Of course, the universe was much smaller in 1993…
So I looked for specific proteins of about that length that were highly conserved in nature, i.e., had the highest % sequence homology being the most distantly related species, like between humans and yeast (still a eukaryotic cell), like the H4 protein of histones, and argue that the chances of that protein coming about by chance are so astronomically low as to prove the need for intelligent design, i.e., God.
Well, there’s a couple things wrong with that argument. Sure, if that was the only protein that could fit the bill, then yes, I think that would be a pretty good argument. BTW, no one knows why (according to the link above) that the H4 histone protein is virtually invariant across species. Its one of the proteins that allows DNA to coil and so is found only in eukaryotic cells, per se, which have a lot of DNA. And it, thus, plays a pretty critical role in allowing more DNA in those cells than simple circular plasmids and other arrangements of DNA in bacteria cells.
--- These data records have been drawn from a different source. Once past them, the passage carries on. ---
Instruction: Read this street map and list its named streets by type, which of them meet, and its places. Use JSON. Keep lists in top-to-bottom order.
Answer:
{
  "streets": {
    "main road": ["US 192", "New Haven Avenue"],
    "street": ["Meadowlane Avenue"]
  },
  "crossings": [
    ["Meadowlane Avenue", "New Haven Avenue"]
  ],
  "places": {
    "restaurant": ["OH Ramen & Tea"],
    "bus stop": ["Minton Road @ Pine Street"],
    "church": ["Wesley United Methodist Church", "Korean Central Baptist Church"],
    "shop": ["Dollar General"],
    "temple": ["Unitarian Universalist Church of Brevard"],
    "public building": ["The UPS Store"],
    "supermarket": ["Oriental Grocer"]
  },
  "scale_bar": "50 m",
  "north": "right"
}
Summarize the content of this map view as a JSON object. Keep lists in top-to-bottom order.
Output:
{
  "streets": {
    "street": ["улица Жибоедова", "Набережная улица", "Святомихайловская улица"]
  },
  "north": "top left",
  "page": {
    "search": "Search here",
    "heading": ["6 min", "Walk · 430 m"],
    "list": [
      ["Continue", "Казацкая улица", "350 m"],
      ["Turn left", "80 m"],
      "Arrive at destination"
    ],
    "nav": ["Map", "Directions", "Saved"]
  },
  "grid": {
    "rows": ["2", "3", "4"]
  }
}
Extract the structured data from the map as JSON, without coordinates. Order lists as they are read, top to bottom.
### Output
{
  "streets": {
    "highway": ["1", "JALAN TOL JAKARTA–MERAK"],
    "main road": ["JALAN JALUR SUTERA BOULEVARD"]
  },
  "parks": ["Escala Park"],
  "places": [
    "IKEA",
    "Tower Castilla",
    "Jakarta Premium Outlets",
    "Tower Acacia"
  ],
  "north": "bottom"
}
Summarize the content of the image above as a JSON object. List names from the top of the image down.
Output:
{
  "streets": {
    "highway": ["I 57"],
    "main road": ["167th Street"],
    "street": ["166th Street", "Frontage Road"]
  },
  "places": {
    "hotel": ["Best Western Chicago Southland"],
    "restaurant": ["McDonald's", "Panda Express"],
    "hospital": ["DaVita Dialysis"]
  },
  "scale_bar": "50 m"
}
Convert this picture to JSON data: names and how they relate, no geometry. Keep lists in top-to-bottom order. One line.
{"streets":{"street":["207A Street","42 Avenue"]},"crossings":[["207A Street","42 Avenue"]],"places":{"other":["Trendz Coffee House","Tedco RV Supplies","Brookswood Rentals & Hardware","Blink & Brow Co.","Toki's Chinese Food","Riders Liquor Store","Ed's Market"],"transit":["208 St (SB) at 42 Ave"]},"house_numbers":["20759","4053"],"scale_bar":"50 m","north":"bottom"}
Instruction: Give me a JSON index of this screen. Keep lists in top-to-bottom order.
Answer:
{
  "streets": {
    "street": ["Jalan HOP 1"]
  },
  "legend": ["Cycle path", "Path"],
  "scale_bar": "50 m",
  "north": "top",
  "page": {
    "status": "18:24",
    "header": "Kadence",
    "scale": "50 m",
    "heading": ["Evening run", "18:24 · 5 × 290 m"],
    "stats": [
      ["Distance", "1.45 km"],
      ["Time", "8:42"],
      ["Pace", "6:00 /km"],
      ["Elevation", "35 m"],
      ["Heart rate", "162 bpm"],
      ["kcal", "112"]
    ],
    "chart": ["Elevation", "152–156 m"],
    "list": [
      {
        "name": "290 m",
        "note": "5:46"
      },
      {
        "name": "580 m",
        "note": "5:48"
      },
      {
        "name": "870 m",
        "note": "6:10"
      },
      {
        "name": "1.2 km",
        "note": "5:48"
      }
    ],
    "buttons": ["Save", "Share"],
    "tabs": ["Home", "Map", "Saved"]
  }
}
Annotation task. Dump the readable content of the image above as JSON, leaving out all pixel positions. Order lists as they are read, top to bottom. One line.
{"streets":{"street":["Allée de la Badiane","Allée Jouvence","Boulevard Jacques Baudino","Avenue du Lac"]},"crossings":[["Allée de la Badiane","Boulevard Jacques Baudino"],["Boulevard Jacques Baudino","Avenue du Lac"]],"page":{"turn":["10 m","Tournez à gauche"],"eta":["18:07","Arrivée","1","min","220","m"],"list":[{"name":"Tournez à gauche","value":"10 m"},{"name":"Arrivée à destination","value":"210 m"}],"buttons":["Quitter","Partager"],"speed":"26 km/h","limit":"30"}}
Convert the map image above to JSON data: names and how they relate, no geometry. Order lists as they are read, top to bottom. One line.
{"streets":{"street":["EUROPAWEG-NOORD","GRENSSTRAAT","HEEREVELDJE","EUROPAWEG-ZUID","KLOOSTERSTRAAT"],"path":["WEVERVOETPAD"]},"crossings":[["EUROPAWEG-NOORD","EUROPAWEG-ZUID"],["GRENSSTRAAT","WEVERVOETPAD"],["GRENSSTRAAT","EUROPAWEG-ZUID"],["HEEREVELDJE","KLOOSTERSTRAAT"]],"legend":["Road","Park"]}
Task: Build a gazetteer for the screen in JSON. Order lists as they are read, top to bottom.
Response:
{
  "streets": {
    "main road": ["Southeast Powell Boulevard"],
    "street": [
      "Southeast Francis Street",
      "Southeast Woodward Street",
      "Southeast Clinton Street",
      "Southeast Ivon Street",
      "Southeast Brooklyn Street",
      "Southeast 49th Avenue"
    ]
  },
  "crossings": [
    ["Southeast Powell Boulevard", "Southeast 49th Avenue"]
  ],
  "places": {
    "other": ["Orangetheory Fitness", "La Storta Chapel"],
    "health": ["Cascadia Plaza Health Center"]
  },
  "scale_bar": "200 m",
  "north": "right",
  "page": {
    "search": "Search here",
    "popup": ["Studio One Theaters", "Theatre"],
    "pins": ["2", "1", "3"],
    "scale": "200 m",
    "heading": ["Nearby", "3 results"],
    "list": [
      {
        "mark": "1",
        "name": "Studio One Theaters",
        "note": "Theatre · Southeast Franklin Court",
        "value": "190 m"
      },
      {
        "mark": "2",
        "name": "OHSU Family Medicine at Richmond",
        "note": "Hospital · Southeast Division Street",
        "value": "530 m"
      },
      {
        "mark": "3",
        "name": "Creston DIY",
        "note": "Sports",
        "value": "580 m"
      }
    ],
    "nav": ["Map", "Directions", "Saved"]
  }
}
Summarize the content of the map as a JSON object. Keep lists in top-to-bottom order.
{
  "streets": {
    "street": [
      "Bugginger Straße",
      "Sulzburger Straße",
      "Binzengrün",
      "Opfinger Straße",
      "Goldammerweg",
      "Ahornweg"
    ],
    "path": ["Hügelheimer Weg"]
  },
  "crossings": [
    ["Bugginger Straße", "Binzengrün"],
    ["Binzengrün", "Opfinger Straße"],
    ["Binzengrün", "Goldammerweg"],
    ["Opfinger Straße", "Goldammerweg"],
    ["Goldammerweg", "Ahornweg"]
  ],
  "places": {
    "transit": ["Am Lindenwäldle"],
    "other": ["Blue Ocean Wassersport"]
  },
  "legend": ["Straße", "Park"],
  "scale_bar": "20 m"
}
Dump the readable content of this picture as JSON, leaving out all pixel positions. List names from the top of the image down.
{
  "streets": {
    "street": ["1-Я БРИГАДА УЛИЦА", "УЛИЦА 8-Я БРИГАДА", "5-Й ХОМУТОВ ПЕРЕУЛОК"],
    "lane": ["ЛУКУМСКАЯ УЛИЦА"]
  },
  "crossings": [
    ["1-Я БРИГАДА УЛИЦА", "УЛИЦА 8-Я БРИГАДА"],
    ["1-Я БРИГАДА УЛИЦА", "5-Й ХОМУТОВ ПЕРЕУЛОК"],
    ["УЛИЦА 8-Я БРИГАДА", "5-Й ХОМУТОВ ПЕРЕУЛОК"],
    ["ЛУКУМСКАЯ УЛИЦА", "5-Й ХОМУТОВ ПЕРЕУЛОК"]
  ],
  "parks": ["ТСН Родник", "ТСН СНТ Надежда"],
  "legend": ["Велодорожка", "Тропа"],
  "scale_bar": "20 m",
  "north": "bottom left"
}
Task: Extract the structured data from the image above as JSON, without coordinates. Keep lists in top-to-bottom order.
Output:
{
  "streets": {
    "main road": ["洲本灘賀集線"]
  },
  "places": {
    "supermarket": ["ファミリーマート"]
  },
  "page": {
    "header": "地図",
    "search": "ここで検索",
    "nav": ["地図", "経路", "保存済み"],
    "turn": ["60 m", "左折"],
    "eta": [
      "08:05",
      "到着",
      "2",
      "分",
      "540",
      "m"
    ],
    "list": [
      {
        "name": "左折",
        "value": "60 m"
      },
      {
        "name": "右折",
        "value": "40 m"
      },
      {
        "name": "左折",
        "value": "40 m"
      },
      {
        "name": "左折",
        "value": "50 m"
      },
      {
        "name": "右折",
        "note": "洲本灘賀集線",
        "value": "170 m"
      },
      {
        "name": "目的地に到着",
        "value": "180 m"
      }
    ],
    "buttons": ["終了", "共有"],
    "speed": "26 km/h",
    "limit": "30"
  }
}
One of the things wrong with that argument, however, is that there may be an ocean (not literally, but enormous number) of totally unrelated protein primary structures (linear amino acid sequences) that could have the same shape (assuming shape alone was the critical thing), even though once that sequence is encoded in the DNA it remains invariant. For example, imagine you have a big hollow plastic key, like a kid’s toy key. Protein specificity is often described as a lock and key type mechanism. Now image a thin string a couple feet long would fill that key if pushed through a hole in the hollow key. How many different way do you think you could push that string into the key and never have it fold the same way twice? It would probably be and endless number of times. Or lets just say you’d be saying “ew” and “ahhh” before we ever reached the same way twice. Yet, for every one of those endless times, the string folded in the exact same critical key shape.
So, there is nothing to say that the proteins that exist today had to have linear sequences like they now do–an ocean or maybe a galaxy of other primary sequences could form the same shape. Of course it isn’t just shape that matters but the position of + and - charges, hydophobic regions, hydrophilic regions, steric hinderances, etc., possess by the different amino acids and their properties. But, the analogy still applies.
Note that there are multiple carbonic anhydrase protein enzymes that have almost no sequence similarity because they evolved independently.
There is also the fact that the key evolves along with whatever “lock” it fits into, in our analogy. So, there is nothing to say that the key has to fit a particular “lock” that exists today.
So, you are exactly right, Kyle.
I didn’t see the weakness in these former ID theory-related arguments of mine until I saw and was convinced by the new molecular evidence for evolution.